The display advertising world is structured differently. Display ads are
obviously those pictures you see plastered all over the sites you visit.
There's less raw intent so individual impressions earn a lot less money --
typically the amounts are measured as cpm, cost per mille, ie cost per 1k
impressions. It's also important to understand the structure of the market a
bit -- in the beginning (90s), people pretty naively bought ad impressions in
units of 1k. Performance was often evaluated based on ctr or click through
rates. Ads were often sold on the basis of quantifiability -- you could, for
the first time, measure how many ads were seen (in the sense that a user
loaded the page), who clicked, how often, where he or she went, etc. As search
advertising evolved, I think a lot of the people chasing quantifiable
advertising moved to that, while display became more about branding. This,
btw, is the value of facebook -- brand advertisers want to be able to
precisely target age, gender, income, and other demographics; on facebook,
users freely and generally accurately share this information.
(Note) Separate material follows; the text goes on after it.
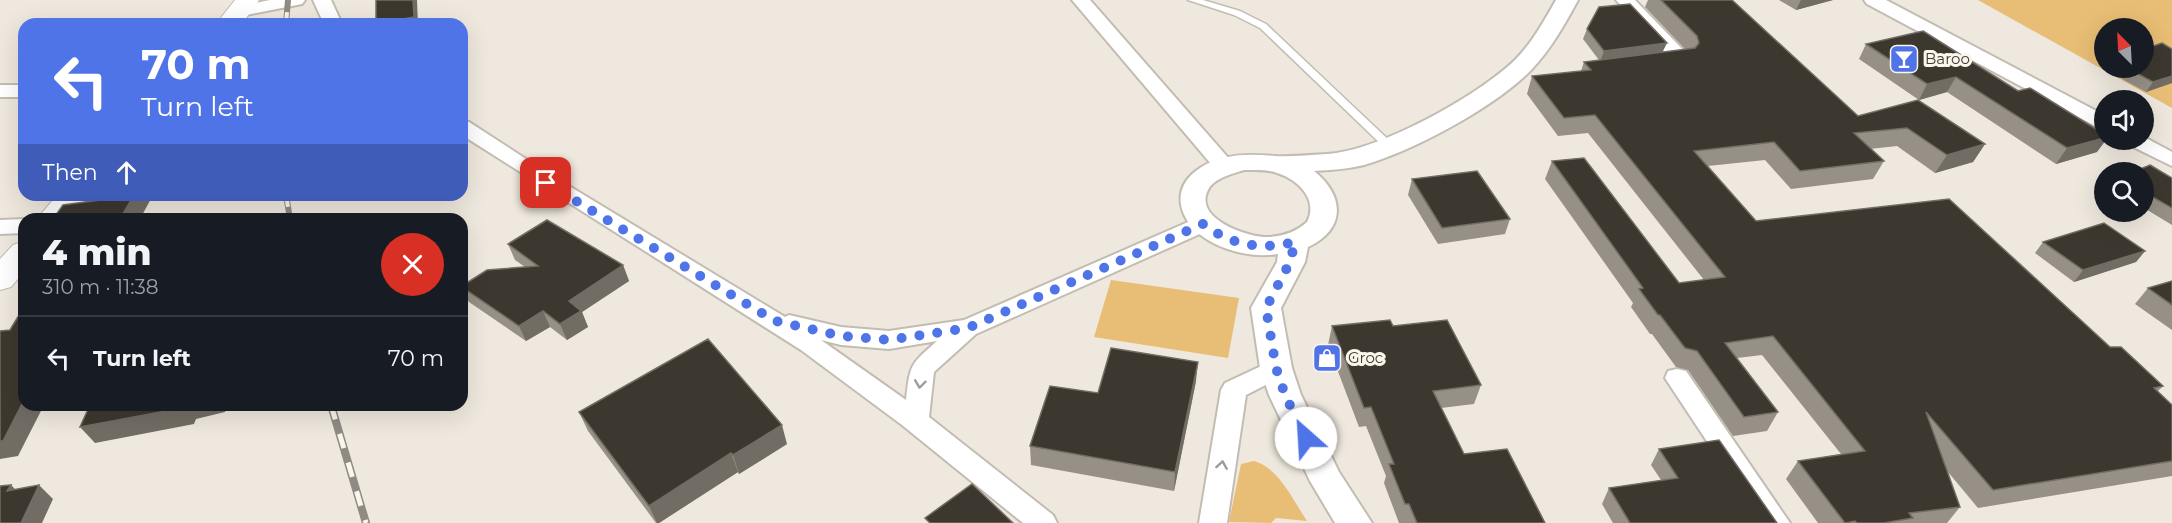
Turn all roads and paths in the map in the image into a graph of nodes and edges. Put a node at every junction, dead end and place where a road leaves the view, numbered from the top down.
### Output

The display ecosystem has a bunch of moving pieces. If you look at jbooth's
link [2], you'll see:

Agencies -- these are the (7?) big advertising agencies that most large
accounts go through. Companies like Toyota, GM, General Mills, etc, will give
these companies 10s to 100s of millions of dollars to run ad campaigns on
their behalf. The ad agencies weren't really capable of managing digital
campaigns. That is, when ad agencies came about, your media outlets were maybe
10 national TV networks, radio stations, local newspapers, and a couple
national magazines. The media buying process was pretty simple -- the agencies
would send out an RFP that said eg we want manly men in their 40s who buy
outdoorsy cologne and the aforementioned publishers would respond and say how
their audience matched that profile. Compare this to the online world -- there
are thousands of premier publishers such as the NYT, ESPN, online magazine
versions, etc. Trafficking ads is an order of magnitude more work -- buy what,
where, on which site, when, with what creatives, etc. So the agencies built or
bought companies that have the capability to build digital media, traffic
campaigns, etc. Eg Vivaki is Publicis, b3 is WPP, etc.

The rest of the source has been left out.